Every entry below needs to be copied exactly.
(Beginning of DATA SECTION)
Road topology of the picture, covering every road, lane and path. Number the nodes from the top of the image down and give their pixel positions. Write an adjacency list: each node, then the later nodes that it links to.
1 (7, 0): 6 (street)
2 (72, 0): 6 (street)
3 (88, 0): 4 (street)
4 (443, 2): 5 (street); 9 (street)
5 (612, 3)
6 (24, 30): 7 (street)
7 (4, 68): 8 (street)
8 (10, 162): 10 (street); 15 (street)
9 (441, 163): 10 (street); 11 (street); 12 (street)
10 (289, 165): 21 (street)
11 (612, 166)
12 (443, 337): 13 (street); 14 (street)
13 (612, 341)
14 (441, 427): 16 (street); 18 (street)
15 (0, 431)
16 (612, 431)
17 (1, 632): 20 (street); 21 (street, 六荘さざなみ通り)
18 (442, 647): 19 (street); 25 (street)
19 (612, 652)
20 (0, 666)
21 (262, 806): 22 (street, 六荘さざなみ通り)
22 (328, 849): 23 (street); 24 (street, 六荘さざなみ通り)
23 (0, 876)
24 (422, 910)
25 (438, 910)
(End of DATA SECTION)
WRITTEN SOLUTION:
Road topology of the picture, covering every road, lane and path. Number the nodes from the top of the image down and give their pixel positions. Write an adjacency list: each node, then the later nodes that it links to.
1 (7, 0): 6 (street)
2 (72, 0): 6 (street)
3 (88, 0): 4 (street)
4 (443, 2): 5 (street); 9 (street)
5 (612, 3)
6 (24, 30): 7 (street)
7 (4, 68): 8 (street)
8 (10, 162): 10 (street); 15 (street)
9 (441, 163): 10 (street); 11 (street); 12 (street)
10 (289, 165): 21 (street)
11 (612, 166)
12 (443, 337): 13 (street); 14 (street)
13 (612, 341)
14 (441, 427): 16 (street); 18 (street)
15 (0, 431)
16 (612, 431)
17 (1, 632): 20 (street); 21 (street, 六荘さざなみ通り)
18 (442, 647): 19 (street); 25 (street)
19 (612, 652)
20 (0, 666)
21 (262, 806): 22 (street, 六荘さざなみ通り)
22 (328, 849): 23 (street); 24 (street, 六荘さざなみ通り)
23 (0, 876)
24 (422, 910)
25 (438, 910)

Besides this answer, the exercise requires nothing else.